The size of this dataset is small: 171 instances is not enough to train viable deep learning models, and large scale parallel corpora for this task don’t exist. For this reason, we will use methods that are either unsupervised, or don’t rely on parallel data, and can be developed using non-parallel corpora. The lexical replacement model is the former, requiring no training data. The metaphor masking seq2seq model uses external training data, but does not require the data to be parallel. We use a masking procedure to generate artificial sentence pairs for seq2seq training, allowing the model to be function using non-parallel datasets.

4 Methods

We propose two different models for metaphoric paraphrase generation. First, we implement a lexical replacement baseline, based on that of Mao et al. Mao et al. (2018). Second, we develop a novel seq2seq framework that masks metaphoric words to better learn how to generate metaphoric outputs.

4.1 Lexical Replacement Baseline

Figure 1: Lexical Replacement Baseline

Metaphors often hinge on verbs. This intuition has fueled many identification and interpretation projects, including the inclusion of the verb-specific identification track of the metaphor detection shared task Leong et al. (2018). We implement a lexical replacement baseline that takes the literal verb and replaces it with a more metaphoric counterpart. This is based on the work of Mao et al. Mao et al. (2018), who employ this strategy in the other direction: they take metaphoric sentences and replace the metaphoric verbs with literal ones.

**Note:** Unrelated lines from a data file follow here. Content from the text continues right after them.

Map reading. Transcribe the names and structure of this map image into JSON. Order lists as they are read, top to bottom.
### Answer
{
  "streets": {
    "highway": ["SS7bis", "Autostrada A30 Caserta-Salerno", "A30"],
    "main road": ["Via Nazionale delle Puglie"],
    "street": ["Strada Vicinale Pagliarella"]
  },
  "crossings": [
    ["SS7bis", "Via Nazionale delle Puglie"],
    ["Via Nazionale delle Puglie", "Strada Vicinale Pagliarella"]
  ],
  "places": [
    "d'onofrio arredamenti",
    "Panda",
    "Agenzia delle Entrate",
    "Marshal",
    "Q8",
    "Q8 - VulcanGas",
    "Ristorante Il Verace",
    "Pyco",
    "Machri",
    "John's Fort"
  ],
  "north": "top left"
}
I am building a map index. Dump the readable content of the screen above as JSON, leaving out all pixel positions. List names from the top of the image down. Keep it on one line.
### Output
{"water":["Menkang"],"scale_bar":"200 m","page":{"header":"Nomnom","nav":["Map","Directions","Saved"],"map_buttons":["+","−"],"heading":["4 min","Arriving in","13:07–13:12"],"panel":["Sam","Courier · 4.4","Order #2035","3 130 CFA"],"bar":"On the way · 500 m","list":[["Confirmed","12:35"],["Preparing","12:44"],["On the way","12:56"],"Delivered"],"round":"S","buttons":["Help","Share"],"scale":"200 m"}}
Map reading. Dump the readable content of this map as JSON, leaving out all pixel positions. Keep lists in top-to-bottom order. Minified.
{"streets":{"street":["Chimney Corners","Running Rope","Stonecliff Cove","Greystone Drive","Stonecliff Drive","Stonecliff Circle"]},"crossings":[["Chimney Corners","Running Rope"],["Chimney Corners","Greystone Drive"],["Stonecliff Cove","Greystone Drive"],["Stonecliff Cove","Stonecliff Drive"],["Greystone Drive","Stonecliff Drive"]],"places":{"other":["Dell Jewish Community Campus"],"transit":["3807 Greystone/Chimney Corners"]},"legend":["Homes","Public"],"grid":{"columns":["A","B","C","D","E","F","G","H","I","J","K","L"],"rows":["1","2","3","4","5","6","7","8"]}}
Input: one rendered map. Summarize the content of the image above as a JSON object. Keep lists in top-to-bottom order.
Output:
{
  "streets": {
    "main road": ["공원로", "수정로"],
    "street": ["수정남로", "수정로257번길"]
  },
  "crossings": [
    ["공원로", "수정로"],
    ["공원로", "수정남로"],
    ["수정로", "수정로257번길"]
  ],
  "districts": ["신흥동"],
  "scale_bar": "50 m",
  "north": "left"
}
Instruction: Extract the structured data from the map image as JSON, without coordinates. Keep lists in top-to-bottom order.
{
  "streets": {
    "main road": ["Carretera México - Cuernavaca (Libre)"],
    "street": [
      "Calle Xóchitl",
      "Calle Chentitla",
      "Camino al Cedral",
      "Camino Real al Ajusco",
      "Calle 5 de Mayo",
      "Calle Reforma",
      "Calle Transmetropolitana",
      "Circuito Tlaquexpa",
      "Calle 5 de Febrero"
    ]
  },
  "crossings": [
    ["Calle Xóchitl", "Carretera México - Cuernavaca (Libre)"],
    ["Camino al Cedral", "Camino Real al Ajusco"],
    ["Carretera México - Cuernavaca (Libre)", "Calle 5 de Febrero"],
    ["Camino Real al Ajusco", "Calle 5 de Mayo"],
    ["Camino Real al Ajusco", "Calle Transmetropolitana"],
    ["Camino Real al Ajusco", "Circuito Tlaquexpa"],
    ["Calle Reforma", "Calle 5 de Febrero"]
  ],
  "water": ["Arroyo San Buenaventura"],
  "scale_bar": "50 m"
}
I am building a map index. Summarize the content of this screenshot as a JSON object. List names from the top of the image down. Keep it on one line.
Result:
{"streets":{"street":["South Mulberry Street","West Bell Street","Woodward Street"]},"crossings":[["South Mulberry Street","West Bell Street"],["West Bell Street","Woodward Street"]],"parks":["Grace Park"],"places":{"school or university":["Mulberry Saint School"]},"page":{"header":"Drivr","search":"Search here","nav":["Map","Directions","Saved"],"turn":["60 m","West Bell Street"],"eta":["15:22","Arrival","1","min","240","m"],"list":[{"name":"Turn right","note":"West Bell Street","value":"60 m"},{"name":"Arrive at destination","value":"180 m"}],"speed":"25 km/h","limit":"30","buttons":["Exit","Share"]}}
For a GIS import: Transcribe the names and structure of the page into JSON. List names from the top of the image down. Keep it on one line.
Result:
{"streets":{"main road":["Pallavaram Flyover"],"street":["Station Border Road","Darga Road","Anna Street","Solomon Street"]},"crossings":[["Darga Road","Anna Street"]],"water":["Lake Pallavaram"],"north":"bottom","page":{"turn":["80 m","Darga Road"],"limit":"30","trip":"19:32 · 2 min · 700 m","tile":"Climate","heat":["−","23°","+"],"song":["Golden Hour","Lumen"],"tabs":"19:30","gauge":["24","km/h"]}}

We implement this algorithm for metaphor generation by reversing their candidate selection. For an overview of the process, see Figure 1. We begin with a literal sentence with a marked verb (a). (b) We use the WordNet sense hierarchy to find related words to the input word which will then be "candidates" to replace it, but rather than searching "up" the hierarchy for hypernyms, we search "down" the hierarchy for troponyms: more specific verbs (in bold). We believe that in the lexical replacement task, replacement with more specific verbs is likely to yield more metaphoric expressions, as these specific verbs require specific contexts to be understood literally. When placed in an unfamiliar context, they adopt metaphoric meanings via a coercion-like process Steedman and Moens (1988). (c) We follow their algorithm for picking the best candidate: we take the mean output embedding of the context (based on the Google News Word2Vec vectors Mikolov et al. (2013)

), and select the candidate word that best matches that mean by way of cosine similarity. (d) This yields the (more specific) word that best fits the context, generating a more metaphoric expression.

This method, then, takes as input a sentence with a known literal verb, generates possible metaphoric candidates to replace that verb, and chooses the best fitting option. It requires no external training data, but relies on WordNet, and is restricted to only generating metaphoric verbs.

4.2 Metaphor masking model

Figure 2: Metaphor masking for the seq2seq model.

Sequence to sequence (seq2seq) learning paradigms are vital for a variety of NLP applications: machine translation, style transfer, natural language generation, and more Chen et al. (2018); Mueller et al. (2017); Dušek et al. (2020). These methods rely on encoding input sentences into vectors, and then applying decoders to generate some output from that input vector. They are often trained on parallel corpora (as in the case of machine translation), with the model learning to output some text based on the vector encoded from the input.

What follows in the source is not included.